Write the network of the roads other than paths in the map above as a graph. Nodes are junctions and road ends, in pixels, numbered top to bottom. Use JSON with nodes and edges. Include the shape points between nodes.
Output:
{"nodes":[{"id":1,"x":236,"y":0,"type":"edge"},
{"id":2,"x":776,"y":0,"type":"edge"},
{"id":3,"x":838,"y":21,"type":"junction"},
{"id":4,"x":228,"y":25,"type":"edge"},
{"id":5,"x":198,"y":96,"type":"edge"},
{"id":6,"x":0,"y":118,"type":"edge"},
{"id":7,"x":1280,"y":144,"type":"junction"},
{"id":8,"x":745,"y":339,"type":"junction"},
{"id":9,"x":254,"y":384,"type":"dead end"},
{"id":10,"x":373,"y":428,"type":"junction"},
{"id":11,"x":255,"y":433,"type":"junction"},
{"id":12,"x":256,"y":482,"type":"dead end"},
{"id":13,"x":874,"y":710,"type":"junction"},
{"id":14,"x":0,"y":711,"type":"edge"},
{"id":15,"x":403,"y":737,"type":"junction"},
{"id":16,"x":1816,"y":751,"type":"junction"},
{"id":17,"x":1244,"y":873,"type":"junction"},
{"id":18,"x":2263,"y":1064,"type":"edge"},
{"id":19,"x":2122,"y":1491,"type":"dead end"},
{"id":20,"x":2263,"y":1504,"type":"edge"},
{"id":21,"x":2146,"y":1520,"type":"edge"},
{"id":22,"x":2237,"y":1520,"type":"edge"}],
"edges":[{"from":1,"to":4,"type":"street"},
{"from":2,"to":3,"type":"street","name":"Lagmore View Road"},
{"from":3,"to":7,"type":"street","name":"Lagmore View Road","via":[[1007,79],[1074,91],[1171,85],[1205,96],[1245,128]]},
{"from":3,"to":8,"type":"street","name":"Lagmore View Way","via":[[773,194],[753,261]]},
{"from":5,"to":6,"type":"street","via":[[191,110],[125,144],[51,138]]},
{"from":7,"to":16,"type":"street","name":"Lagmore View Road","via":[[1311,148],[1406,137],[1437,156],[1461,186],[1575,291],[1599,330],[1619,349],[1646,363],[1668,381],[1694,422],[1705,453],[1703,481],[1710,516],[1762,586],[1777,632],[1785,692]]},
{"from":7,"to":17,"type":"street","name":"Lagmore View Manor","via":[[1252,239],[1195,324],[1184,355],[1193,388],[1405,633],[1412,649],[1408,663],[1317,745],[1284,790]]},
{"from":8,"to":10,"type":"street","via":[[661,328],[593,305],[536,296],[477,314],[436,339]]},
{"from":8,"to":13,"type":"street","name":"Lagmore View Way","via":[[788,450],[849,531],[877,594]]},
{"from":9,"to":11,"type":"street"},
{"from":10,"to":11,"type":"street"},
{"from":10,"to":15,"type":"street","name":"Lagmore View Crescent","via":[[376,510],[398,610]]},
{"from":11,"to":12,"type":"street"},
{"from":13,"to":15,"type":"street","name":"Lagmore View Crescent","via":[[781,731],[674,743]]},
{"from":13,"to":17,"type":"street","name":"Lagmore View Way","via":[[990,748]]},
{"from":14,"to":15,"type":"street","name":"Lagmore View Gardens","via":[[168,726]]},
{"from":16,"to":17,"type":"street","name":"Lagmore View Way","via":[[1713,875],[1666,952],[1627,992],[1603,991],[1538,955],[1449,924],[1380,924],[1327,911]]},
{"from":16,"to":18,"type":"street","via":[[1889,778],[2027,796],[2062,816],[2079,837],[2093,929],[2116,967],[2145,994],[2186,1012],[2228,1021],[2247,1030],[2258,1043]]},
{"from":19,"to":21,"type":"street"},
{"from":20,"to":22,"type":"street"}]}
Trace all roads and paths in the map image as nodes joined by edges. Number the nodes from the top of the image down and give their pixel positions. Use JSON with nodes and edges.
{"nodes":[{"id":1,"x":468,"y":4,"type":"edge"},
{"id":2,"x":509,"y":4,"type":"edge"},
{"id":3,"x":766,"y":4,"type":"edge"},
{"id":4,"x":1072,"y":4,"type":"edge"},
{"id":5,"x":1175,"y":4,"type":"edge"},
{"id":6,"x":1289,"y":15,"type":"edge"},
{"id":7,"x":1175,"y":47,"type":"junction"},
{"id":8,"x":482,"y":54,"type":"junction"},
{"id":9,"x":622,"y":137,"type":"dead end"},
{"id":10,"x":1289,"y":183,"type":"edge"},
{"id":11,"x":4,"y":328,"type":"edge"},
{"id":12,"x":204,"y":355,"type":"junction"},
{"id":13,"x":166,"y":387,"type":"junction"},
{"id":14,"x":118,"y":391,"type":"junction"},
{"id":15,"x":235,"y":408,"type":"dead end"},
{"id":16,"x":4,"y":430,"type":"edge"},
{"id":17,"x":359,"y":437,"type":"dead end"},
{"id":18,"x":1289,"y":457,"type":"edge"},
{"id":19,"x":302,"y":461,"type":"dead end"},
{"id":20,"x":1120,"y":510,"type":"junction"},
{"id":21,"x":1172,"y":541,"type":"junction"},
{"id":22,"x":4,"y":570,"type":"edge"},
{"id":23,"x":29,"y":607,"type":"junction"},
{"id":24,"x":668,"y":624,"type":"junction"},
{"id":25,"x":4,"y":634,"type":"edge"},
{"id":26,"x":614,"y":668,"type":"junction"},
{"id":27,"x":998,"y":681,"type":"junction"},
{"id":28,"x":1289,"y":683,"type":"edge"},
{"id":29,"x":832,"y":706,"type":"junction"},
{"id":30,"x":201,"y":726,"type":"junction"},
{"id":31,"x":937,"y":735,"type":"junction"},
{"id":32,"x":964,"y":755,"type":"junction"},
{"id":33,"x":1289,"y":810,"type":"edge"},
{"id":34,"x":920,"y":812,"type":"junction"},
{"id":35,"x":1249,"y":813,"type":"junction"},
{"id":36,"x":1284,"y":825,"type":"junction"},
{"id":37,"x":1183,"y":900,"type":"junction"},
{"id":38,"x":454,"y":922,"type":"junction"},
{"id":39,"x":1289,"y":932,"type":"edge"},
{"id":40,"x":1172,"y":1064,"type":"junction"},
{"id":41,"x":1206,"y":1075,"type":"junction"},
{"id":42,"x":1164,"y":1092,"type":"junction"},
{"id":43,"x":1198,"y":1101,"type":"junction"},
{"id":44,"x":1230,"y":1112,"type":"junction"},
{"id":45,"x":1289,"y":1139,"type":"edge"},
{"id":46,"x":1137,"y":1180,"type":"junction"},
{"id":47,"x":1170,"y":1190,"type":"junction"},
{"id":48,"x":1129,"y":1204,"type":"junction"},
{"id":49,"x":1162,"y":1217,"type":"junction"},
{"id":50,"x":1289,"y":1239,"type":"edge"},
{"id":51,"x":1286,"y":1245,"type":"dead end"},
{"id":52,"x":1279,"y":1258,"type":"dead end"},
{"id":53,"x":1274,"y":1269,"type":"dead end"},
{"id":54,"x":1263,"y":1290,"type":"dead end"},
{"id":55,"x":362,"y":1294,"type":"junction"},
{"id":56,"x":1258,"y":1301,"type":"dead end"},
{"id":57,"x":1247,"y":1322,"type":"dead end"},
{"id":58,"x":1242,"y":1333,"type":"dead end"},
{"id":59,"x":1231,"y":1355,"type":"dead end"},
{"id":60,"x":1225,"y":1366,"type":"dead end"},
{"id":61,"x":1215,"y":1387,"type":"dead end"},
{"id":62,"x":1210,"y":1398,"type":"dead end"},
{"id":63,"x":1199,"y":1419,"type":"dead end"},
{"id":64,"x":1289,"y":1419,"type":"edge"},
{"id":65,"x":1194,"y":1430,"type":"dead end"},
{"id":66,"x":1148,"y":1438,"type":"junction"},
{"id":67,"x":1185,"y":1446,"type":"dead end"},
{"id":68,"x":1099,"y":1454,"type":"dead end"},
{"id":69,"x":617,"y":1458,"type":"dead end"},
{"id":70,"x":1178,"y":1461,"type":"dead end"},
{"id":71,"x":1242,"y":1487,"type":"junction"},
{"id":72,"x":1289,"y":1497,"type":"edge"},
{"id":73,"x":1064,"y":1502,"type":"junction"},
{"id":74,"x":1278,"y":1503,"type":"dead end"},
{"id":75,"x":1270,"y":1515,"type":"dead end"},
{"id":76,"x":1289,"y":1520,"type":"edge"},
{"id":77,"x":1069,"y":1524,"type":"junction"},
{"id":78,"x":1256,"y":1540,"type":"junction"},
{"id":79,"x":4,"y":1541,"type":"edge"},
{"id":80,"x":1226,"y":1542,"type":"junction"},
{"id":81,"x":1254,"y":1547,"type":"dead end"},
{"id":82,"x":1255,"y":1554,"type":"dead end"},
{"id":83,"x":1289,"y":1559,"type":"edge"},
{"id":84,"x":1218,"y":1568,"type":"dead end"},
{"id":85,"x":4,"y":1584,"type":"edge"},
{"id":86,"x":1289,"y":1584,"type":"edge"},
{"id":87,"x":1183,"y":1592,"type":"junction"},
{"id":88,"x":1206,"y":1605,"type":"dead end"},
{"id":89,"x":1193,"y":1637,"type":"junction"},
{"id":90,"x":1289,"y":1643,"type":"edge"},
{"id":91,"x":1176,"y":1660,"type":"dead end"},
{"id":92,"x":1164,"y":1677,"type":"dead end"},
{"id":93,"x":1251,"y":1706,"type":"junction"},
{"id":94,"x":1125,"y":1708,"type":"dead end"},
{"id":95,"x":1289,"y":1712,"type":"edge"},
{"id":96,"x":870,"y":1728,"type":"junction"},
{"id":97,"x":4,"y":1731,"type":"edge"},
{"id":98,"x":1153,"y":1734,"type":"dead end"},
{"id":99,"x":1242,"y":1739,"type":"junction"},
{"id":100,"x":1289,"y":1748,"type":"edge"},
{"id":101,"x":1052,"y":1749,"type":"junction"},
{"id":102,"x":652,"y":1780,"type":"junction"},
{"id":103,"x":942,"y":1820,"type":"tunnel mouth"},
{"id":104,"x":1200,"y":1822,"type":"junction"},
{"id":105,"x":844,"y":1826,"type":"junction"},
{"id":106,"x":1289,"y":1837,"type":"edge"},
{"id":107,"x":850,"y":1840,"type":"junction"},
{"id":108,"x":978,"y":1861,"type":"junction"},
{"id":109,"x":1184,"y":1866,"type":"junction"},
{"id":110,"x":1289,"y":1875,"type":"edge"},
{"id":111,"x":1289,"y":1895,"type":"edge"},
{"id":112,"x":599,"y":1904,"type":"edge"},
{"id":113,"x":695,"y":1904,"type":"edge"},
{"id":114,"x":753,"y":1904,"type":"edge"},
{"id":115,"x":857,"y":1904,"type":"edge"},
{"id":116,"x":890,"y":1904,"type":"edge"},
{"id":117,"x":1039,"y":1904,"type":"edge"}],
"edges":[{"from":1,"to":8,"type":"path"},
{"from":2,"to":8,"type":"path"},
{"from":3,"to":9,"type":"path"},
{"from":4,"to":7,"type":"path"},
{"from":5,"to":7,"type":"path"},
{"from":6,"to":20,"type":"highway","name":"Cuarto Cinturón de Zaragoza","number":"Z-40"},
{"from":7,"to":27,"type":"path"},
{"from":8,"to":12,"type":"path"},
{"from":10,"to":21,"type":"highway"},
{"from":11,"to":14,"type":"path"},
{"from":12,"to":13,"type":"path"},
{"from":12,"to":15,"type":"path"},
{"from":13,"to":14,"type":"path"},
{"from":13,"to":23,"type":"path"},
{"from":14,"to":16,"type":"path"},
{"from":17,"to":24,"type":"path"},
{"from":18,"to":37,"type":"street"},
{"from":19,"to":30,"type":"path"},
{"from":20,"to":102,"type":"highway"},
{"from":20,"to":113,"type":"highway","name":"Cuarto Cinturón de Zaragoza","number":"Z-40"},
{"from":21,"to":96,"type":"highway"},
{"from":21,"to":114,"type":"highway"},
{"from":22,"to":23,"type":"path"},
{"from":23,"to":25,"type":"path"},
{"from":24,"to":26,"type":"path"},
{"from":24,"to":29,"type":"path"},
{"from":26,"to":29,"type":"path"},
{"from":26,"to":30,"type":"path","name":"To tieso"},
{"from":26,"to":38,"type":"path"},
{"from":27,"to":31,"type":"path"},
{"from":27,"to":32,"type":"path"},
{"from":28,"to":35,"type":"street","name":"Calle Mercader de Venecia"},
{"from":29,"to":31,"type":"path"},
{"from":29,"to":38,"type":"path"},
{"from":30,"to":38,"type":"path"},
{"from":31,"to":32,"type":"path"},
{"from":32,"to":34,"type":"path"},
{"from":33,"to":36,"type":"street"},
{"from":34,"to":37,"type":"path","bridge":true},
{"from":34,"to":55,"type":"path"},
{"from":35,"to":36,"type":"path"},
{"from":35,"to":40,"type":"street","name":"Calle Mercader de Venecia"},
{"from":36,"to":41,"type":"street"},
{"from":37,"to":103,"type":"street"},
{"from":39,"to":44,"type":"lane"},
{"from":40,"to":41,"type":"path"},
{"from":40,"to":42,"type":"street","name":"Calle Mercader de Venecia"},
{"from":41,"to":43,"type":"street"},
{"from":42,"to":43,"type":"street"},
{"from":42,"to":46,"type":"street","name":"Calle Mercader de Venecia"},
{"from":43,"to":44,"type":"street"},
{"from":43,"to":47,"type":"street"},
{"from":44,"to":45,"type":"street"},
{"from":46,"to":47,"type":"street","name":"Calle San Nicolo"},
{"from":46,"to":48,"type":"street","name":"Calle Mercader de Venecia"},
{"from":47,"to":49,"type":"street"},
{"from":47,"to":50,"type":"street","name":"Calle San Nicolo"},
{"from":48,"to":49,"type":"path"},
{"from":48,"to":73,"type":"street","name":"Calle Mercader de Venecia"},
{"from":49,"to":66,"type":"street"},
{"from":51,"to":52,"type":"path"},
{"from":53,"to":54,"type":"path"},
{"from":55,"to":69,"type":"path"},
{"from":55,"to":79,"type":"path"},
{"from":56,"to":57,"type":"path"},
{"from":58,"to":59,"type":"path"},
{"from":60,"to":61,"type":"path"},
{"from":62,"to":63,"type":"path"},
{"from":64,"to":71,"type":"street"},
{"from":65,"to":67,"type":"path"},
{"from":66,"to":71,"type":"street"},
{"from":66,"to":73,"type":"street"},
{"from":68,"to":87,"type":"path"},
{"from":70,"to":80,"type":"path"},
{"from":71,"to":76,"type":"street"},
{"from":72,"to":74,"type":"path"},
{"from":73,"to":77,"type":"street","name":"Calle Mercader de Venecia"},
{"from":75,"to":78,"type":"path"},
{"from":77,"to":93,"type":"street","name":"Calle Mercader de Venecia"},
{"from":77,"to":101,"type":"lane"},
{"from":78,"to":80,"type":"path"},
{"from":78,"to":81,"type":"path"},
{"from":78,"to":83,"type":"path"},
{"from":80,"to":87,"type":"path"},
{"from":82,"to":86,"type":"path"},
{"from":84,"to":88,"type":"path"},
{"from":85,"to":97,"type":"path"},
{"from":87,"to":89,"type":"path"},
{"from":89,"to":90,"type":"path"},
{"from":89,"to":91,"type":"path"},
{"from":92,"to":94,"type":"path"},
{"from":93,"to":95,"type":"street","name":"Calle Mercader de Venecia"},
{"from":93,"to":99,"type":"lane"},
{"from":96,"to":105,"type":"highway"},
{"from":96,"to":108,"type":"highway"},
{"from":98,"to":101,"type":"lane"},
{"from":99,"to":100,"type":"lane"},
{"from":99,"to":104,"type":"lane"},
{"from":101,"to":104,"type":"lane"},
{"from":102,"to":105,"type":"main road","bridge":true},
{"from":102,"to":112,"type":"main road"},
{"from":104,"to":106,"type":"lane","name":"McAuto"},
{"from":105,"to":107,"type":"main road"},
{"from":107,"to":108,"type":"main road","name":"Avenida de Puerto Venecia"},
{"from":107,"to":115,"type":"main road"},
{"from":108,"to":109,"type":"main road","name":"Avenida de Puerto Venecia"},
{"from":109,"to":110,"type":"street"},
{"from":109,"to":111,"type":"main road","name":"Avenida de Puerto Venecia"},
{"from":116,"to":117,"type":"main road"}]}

=-=-=-=-=

### EXERCISE OBJECTIVE:
Each line in the listing that contains "Avenida" should be returned.

### RESULT FOR THIS TASK:
{"from":107,"to":108,"type":"main road","name":"Avenida de Puerto Venecia"},
{"from":108,"to":109,"type":"main road","name":"Avenida de Puerto Venecia"},
{"from":109,"to":111,"type":"main road","name":"Avenida de Puerto Venecia"},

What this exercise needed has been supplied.